The taste is vaguely citrus, but more than anything, it just tastes clear. Like carbonated Capri Sun. It gives me nostalgia for the times in college when my roommates would sabotage our couches with Smirnoff Ice, and I’d be forced to chug a bottle, knee to the ground, before sociology. Not exactly the nostalgia buzz I was hoping for, but I finish the first bottle anyway.

There is good news, though.

The oft-attributed reason for Zima’s downfall was its inability to attract a consistent male audience. As soon as women got their hands on the transparent booze, Coors lost their faith in Zima, trying twice to man it up by adding bourbon flavoring (Zima Amber) and upping the ABV to 5.9% (Zima XXX). Both attempts went ass up, and Zima retained its reluctant stigma of art deco bitch drink. But in 2017, to a drinker who’s largely done away with the gender politics of alcohol, drinking Zima is just another thing to do ironically. No, Zima’s still not being taken seriously, but at least there’s purchasing power behind the decision to lampoon it this time.

Somewhere in the middle of the second bottle, it hits me: orange soda. That’s the flavor. It feels like I’m drinking Sunkist from the node of a cheap chandelier. The taste is thin, and there’s a shallowness that spreads all over my tongue and soft palette. The warmer it gets, the less funny this whole “Millennial jumps wantonly back through time” bit is getting. I recycle the second bottle and consider letting Brad take the last two. He refuses, opting for a Lagunitas kettle sour.

With that, I’m forced to dig down into the rapidly liquefying ice cubes, past layers of good beer and naturally-essenced seltzer, to grab another Zima. When I pull it out of the icy slurry — a moment of triumph for Zima in damn near every TV spot that ran in the ‘90s — the label is dappled with water stains and peeling off. I am unenthused, but I press on, anyway, pairing the last bottle with my burger.

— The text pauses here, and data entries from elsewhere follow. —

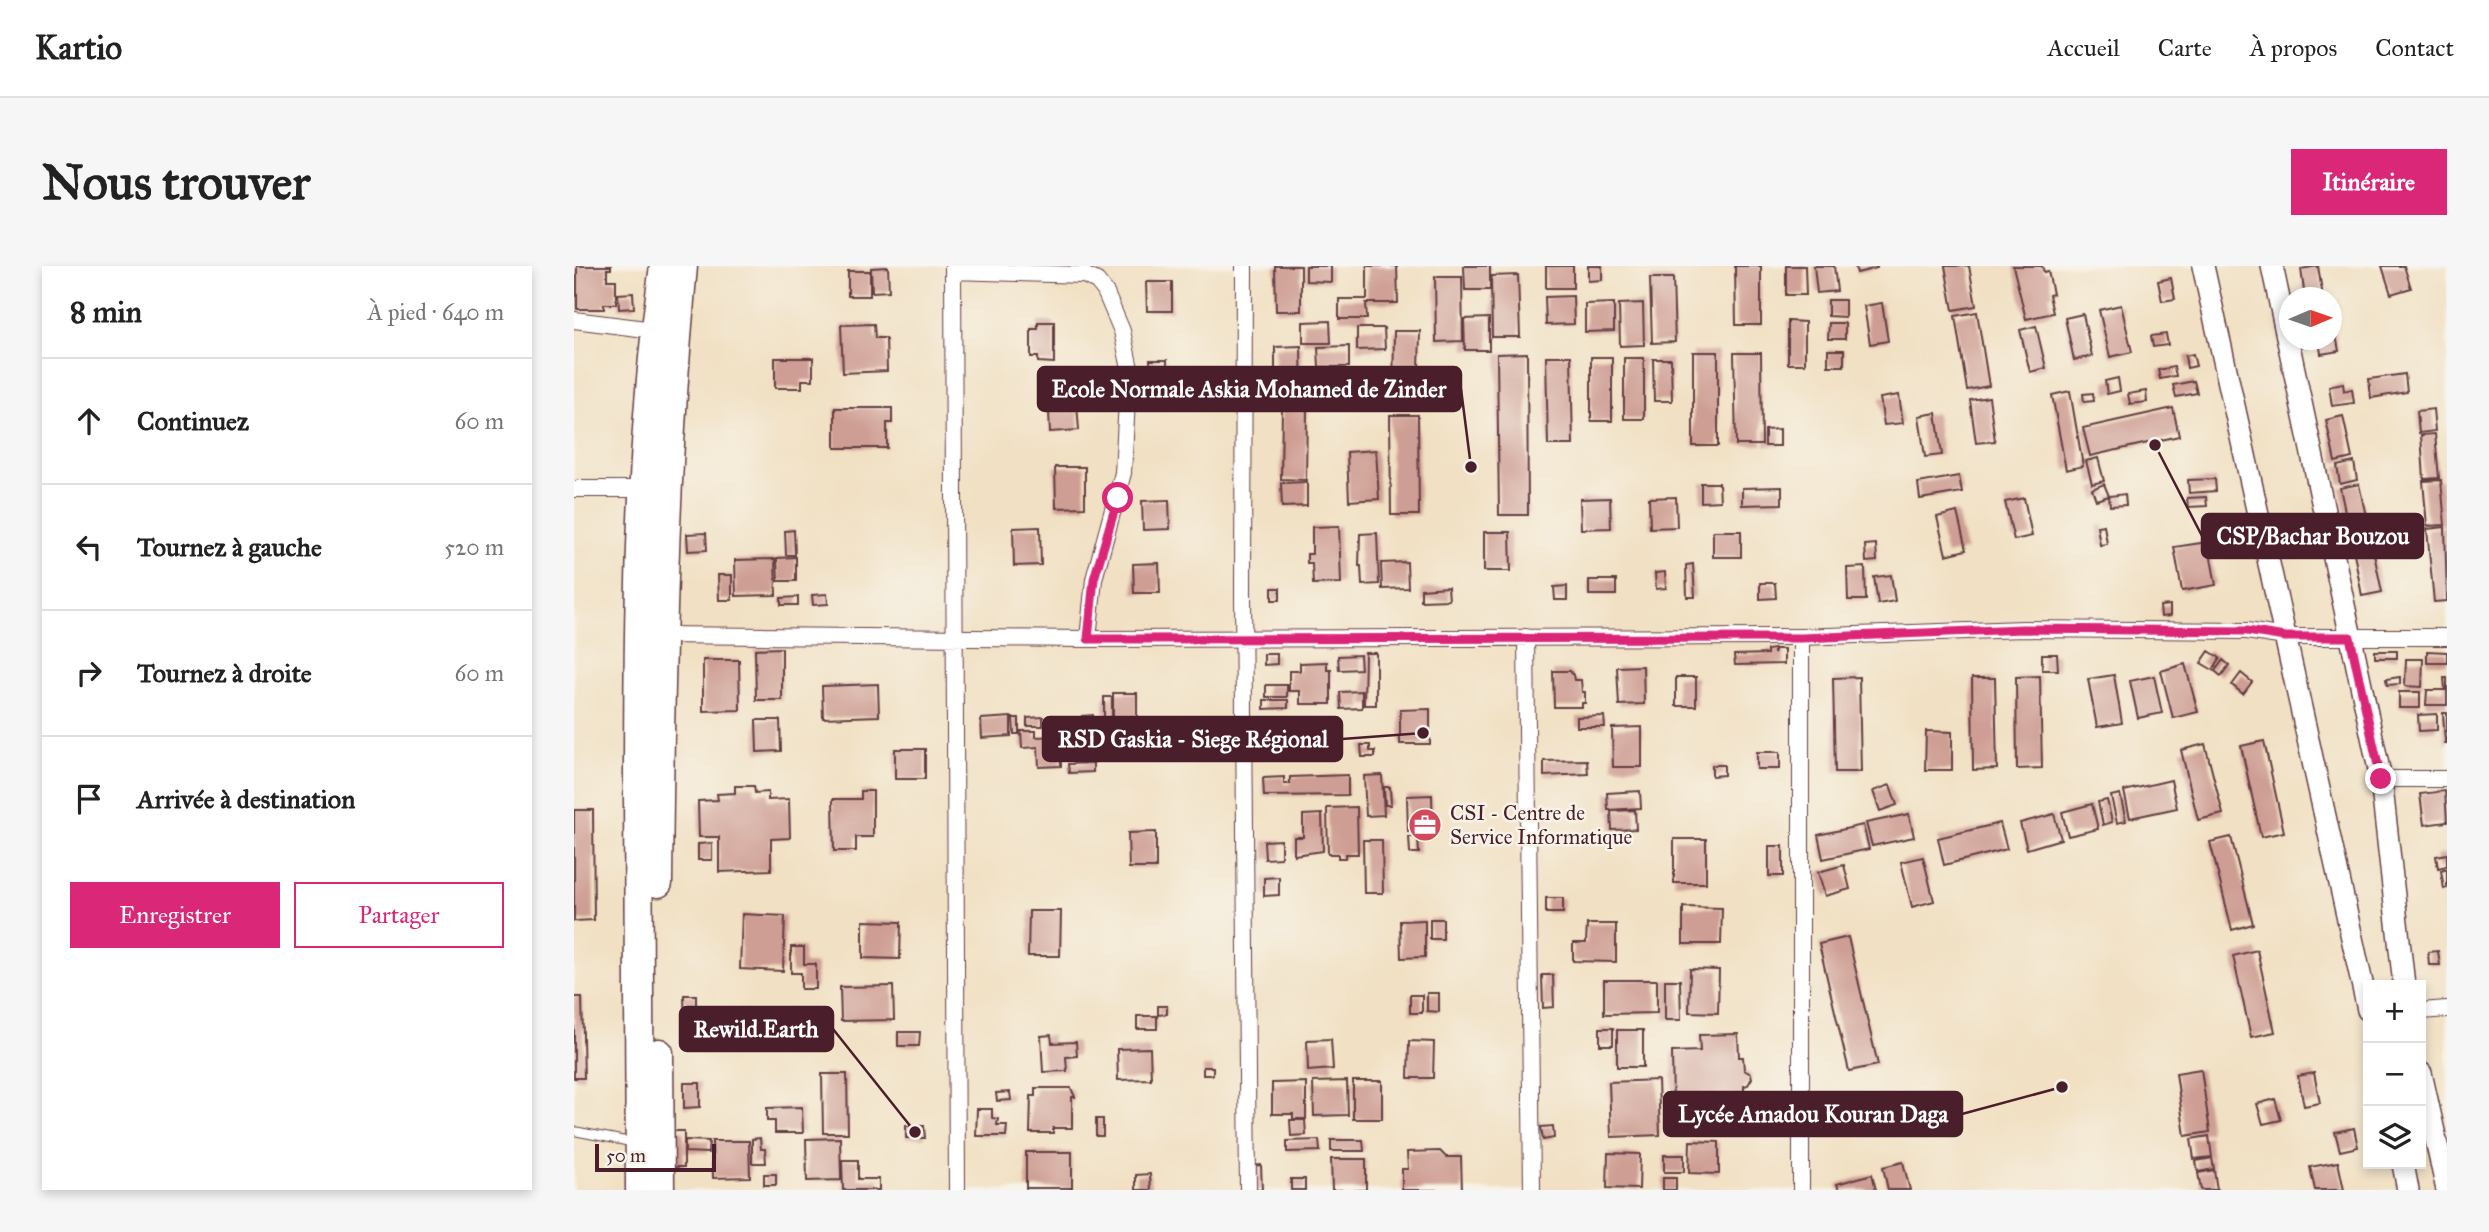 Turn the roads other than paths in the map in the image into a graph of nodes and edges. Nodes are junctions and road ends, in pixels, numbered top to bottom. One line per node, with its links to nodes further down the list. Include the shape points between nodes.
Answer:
1 (664, 266): 8 (highway)
2 (683, 266): 8 (highway)
3 (1244, 266): 12 (street)
4 (2203, 266): 14 (street)
5 (2272, 266): 15 (street)
6 (953, 268): 18 (street); 19 (street, via 1083,275 1105,291 1122,331 1129,364 1123,473 1094,579)
7 (574, 320): 8 (street)
8 (666, 331): 10 (highway); 11 (highway, via 666,497)
9 (574, 489): 10 (street)
10 (643, 489): 11 (highway)
11 (650, 635): 18 (street); 28 (highway, via 658,897)
12 (1243, 637): 13 (street); 19 (street); 33 (street)
13 (1526, 637): 17 (street); 34 (street)
14 (2285, 637): 15 (street); 17 (street, via 2247,631 2023,629); 23 (street)
15 (2350, 637): 16 (street); 20 (street)
16 (2447, 637)
17 (1801, 638): 35 (street)
18 (955, 639): 19 (street); 32 (street)
19 (1088, 639)
20 (2381, 779): 21 (street); 22 (street)
21 (2447, 779)
22 (2403, 980)
23 (2363, 988)
24 (2447, 1009): 25 (street)
25 (2426, 1011)
26 (2426, 1096): 37 (street)
27 (574, 1131): 28 (lane)
28 (650, 1144): 30 (highway); 31 (highway)
29 (2404, 1169): 36 (street)
30 (640, 1190)
31 (660, 1190)
32 (957, 1190)
33 (1248, 1190)
34 (1532, 1190)
35 (1801, 1190)
36 (2408, 1190)
37 (2447, 1190) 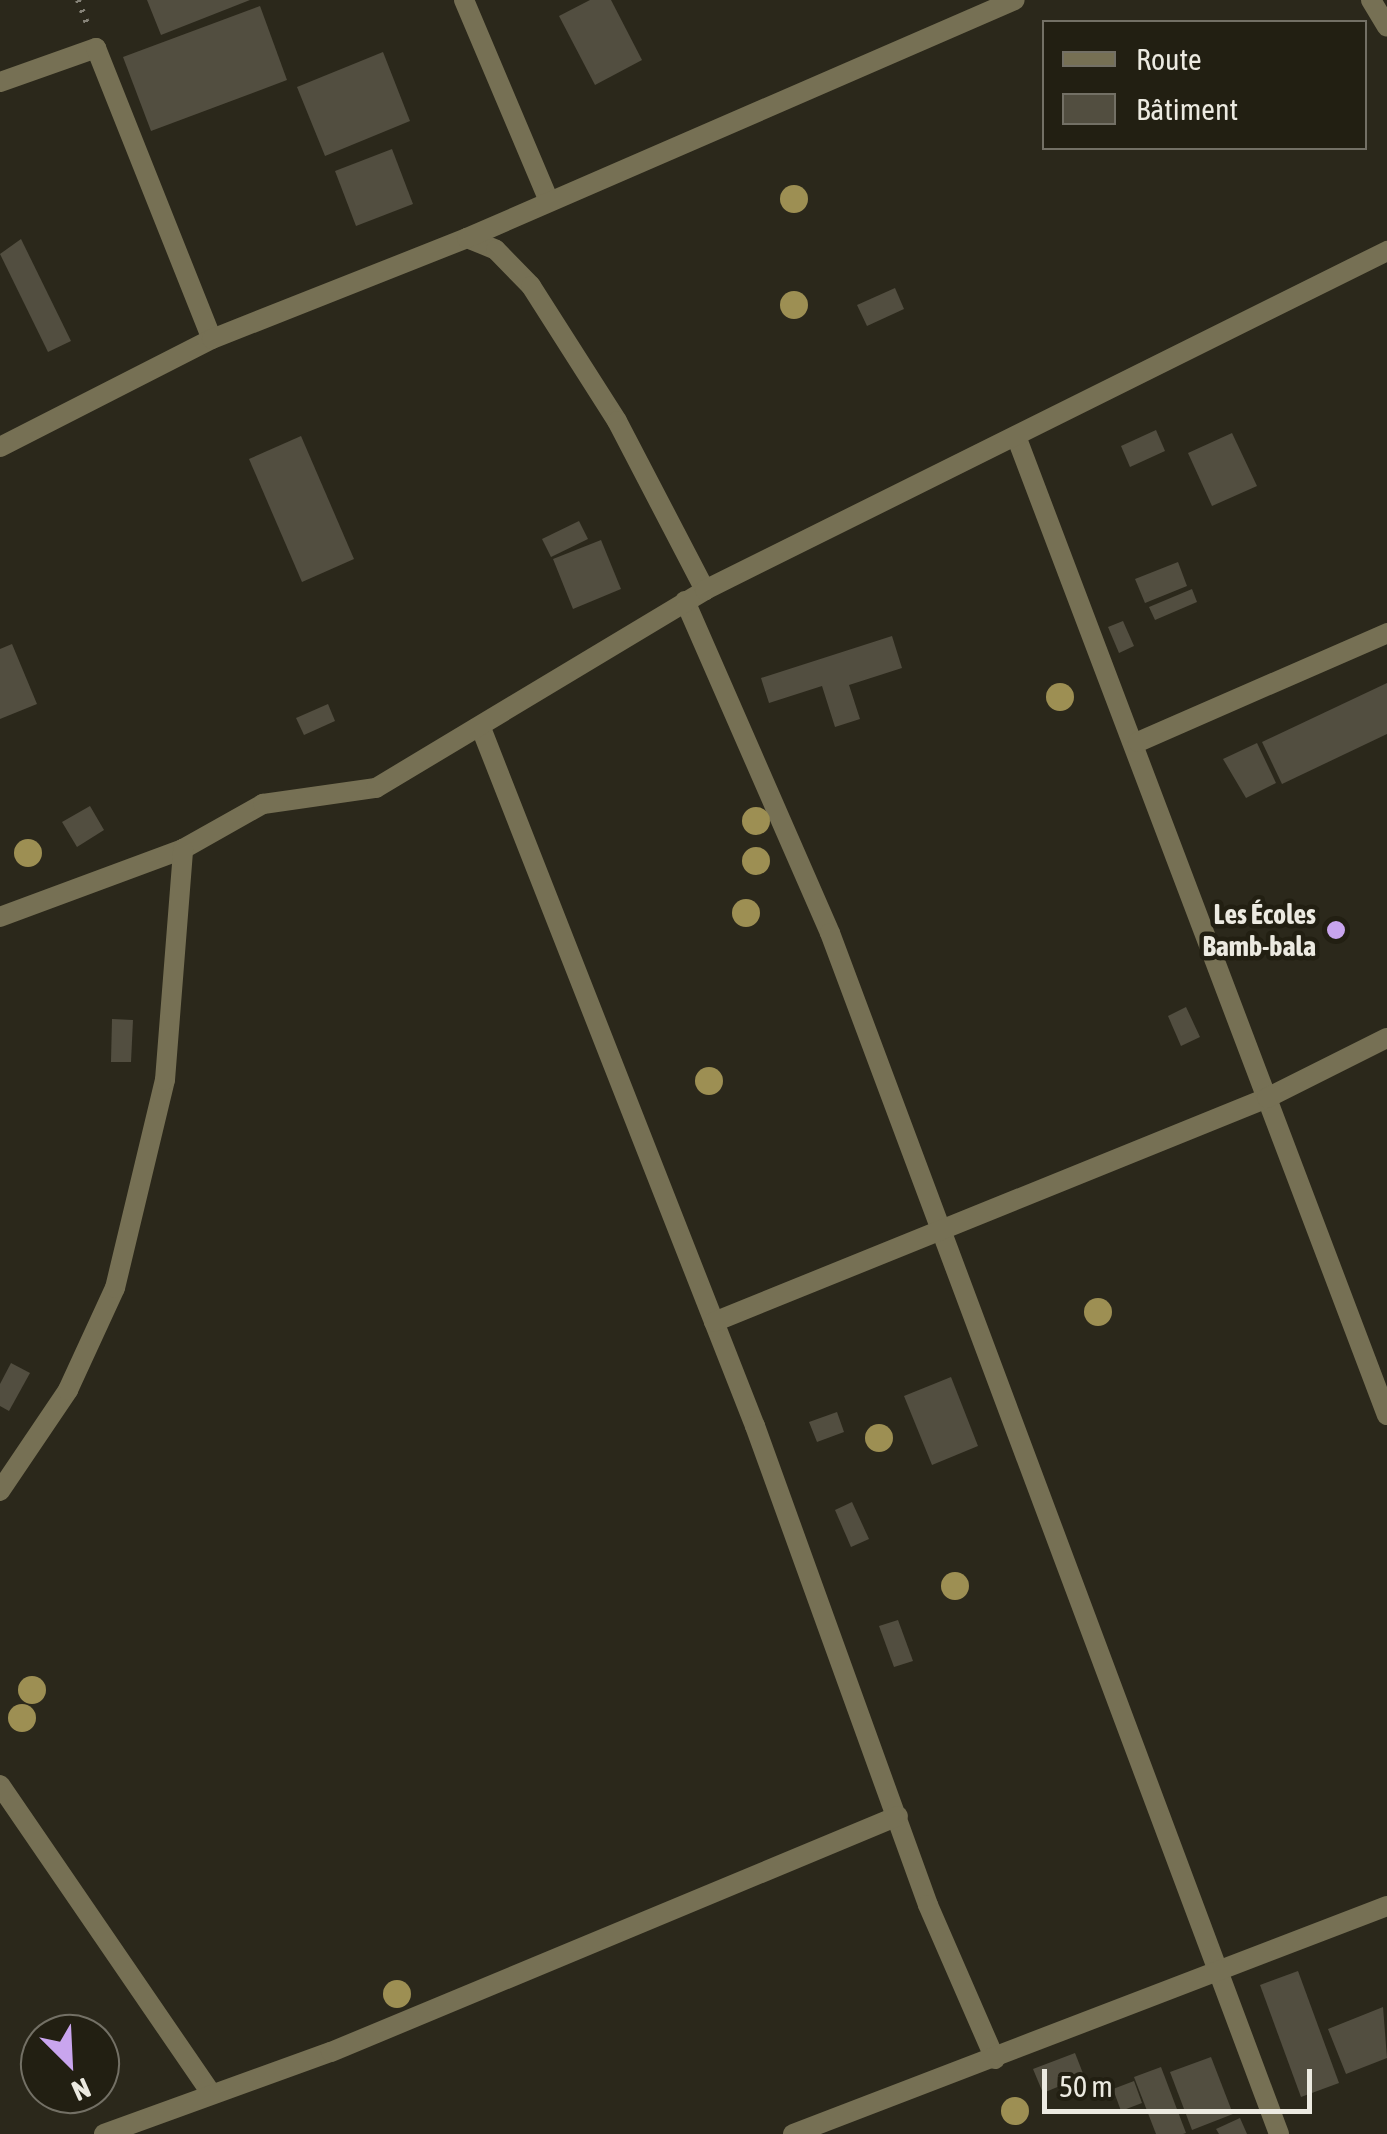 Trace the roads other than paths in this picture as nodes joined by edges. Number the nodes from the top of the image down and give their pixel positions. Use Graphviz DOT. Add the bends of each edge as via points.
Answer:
graph roads {
  1 [pos="464,0"];
  2 [pos="1015,0"];
  3 [pos="1371,0"];
  4 [pos="1387,26"];
  5 [pos="0,82"];
  6 [pos="548,200"];
  7 [pos="468,238"];
  8 [pos="1387,251"];
  9 [pos="212,339"];
  10 [pos="1016,436"];
  11 [pos="0,446"];
  12 [pos="705,590"];
  13 [pos="685,601"];
  14 [pos="1387,633"];
  15 [pos="482,728"];
  16 [pos="1138,742"];
  17 [pos="184,849"];
  18 [pos="0,917"];
  19 [pos="1387,1038"];
  20 [pos="1267,1098"];
  21 [pos="935,1228"];
  22 [pos="714,1322"];
  23 [pos="1387,1415"];
  24 [pos="0,1491"];
  25 [pos="0,1784"];
  26 [pos="898,1816"];
  27 [pos="1387,1906"];
  28 [pos="1214,1969"];
  29 [pos="995,2060"];
  30 [pos="210,2092"];
  31 [pos="104,2134"];
  32 [pos="793,2134"];
  33 [pos="1279,2134"];
  1 -- 6 [label="street"];
  2 -- 6 [label="street"];
  3 -- 4 [label="street"];
  5 -- 9 [label="street" via="96,48"];
  6 -- 7 [label="street"];
  7 -- 9 [label="street"];
  7 -- 12 [label="street" via="496,250 531,286 617,420"];
  8 -- 10 [label="street"];
  9 -- 11 [label="street"];
  10 -- 12 [label="street"];
  10 -- 16 [label="street"];
  12 -- 13 [label="street"];
  13 -- 15 [label="street"];
  13 -- 21 [label="street" via="793,840"];
  14 -- 16 [label="street"];
  15 -- 17 [label="street" via="376,788 285,797"];
  15 -- 22 [label="street"];
  16 -- 20 [label="street"];
  17 -- 18 [label="street"];
  17 -- 24 [label="street" via="166,1080 120,1272 68,1390"];
  19 -- 20 [label="street"];
  20 -- 21 [label="street"];
  20 -- 23 [label="street"];
  21 -- 22 [label="street"];
  21 -- 28 [label="street" via="1062,1542"];
  22 -- 26 [label="street"];
  25 -- 30 [label="street"];
  26 -- 29 [label="street"];
  26 -- 30 [label="street" via="331,2052"];
  27 -- 28 [label="street"];
  28 -- 29 [label="street"];
  28 -- 33 [label="street"];
  29 -- 32 [label="street"];
  30 -- 31 [label="street"];
}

At the end of the day, MillerCoors doesn’t really care if the grandeur of my memories is achieved. Their job is only to supply the means and let me fall short of fulfillment on my own. As someone who’s on an interest-only payment plan with Navient, this is nothing foreign to me, but in the pantheon of stupid shit I’ve done to repay that debt, drinking six Zima on a Sunday is pretty forgettable.

With the ever-shortening recoil of the nostalgia cycle, I’m sure Zima will disappear and be back before long. Probably next summer, running under some cutesty #TBT gimmick. And I will buy it, because I am powerless to resist the things that connect me to my youth, even the inane and frankly gross things. And someone will get promoted for their zinging idea. And then we’ll both die, but Zima never will.